Framework Agnosticism and Enhanced Code Generation:
We plan to support more underlying frameworks and agent paradigms, making the system even more flexible and efficient in generating agent code.
Expanded Model and Tool Ecosystem:
New options will allow users to bring their own models, integrate more custom tools, and onboard MCP (Model Coordination Protocol) servers—unlocking the full power of Google-ADK.
Advanced Analytics and Reporting:
Deeper analytics, including agent performance dashboards, optimization recommendations, and cost tracking.
Marketplace and Community Features:
Enable sharing of agent templates, refinement recipes, and model presets through a community-driven marketplace.
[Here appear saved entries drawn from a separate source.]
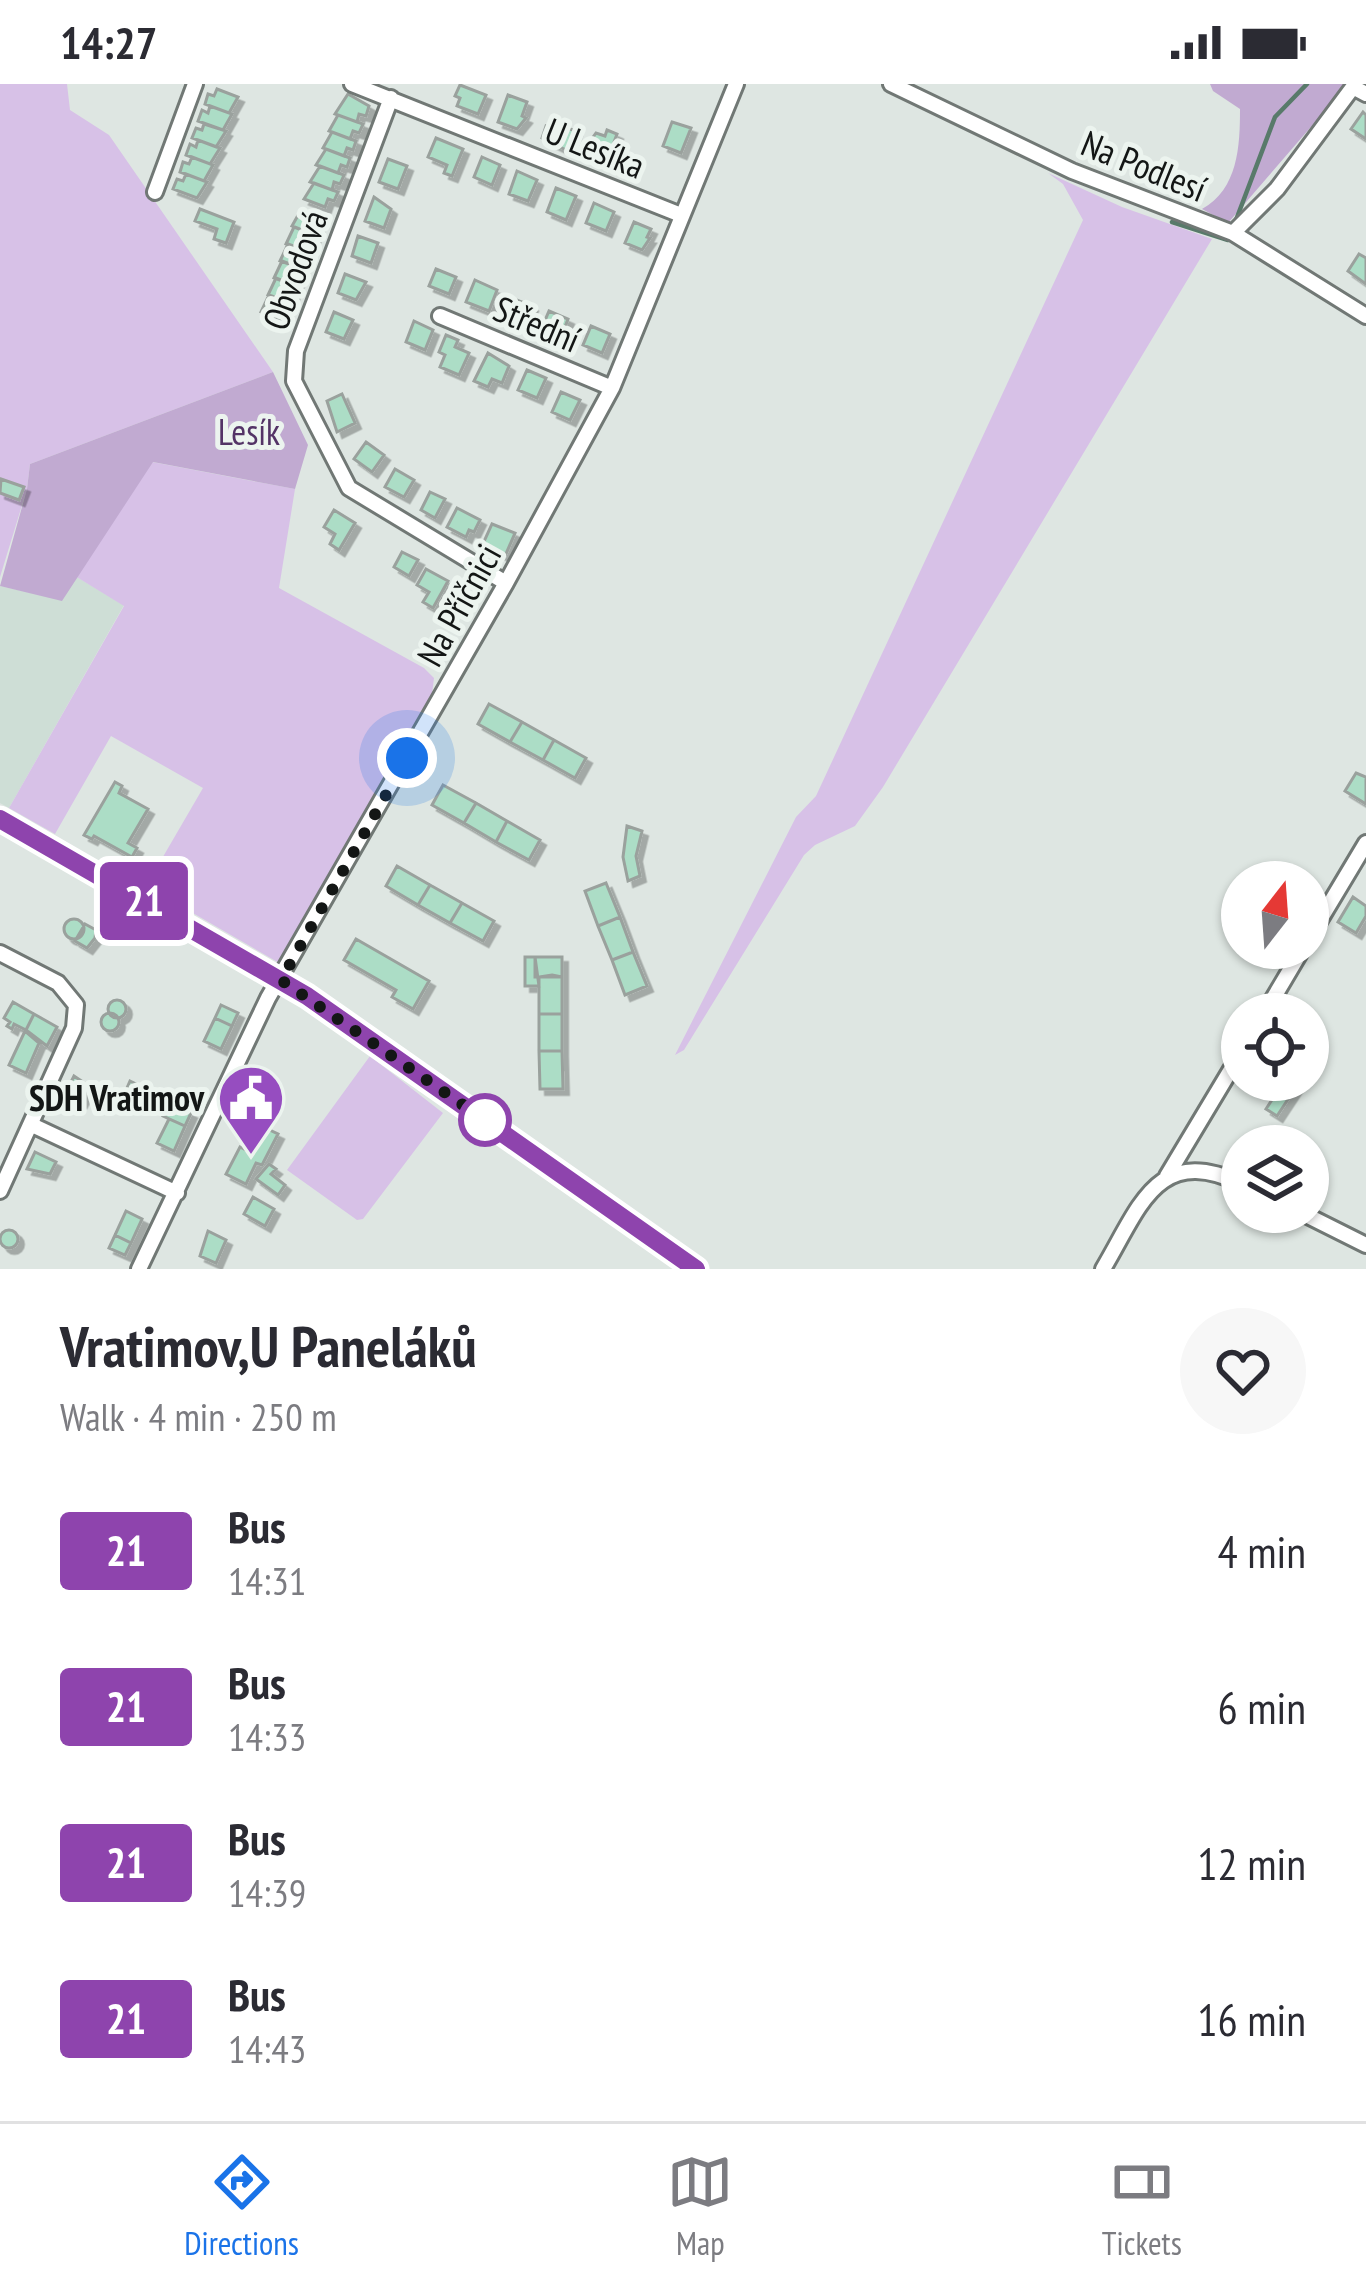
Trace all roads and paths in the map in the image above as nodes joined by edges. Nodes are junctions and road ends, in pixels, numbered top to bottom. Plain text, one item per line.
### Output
1 (195, 84) edge
2 (352, 84) edge
3 (736, 84) edge
4 (891, 84) edge
5 (1360, 90) edge
6 (391, 98) junction
7 (155, 192) dead end
8 (681, 215) junction
9 (1233, 233) junction
10 (440, 316) dead end
11 (1366, 316) edge
12 (611, 388) junction
13 (506, 584) junction
14 (0, 819) edge
15 (1366, 843) edge
16 (1329, 905) edge
17 (0, 953) edge
18 (281, 980) junction
19 (1221, 1086) edge
20 (32, 1125) junction
21 (1167, 1176) junction
22 (1221, 1178) edge
23 (0, 1190) edge
24 (177, 1193) junction
25 (1329, 1226) edge
26 (1366, 1245) edge
27 (139, 1269) edge
28 (696, 1269) edge
29 (1103, 1269) edge

1 - 7 street
2 - 6 street, U Lesíka
3 - 8 street, Na Příčnici
4 - 9 street, Na Podlesí
5 - 9 street
6 - 8 street, U Lesíka
6 - 13 street, Obvodová
8 - 12 street, Na Příčnici
9 - 11 street, Na Podlesí
10 - 12 street, Střední
12 - 13 street, Na Příčnici
13 - 18 street, Na Příčnici
14 - 18 main road
15 - 16 street
17 - 20 street
18 - 24 street, Na Příčnici
18 - 28 main road
19 - 21 street
20 - 23 street
20 - 24 street
21 - 22 street
21 - 29 street
24 - 27 street, Na Příčnici
25 - 26 street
More Robust State Management:
Further improvements in state reversion, checkpointing, and rollback for safer experimentation.
Enterprise Integrations:
Add support for more enterprise services, security standards, and orchestration layers.
Ongoing Research Integration:
As the field evolves, we’re committed to integrating the latest research in agent orchestration, prompt engineering, and LLM evaluation.

AgentFlux is just getting started. With a robust foundation and a community-driven vision, we’re excited to help shape the future of intelligent agent engineering.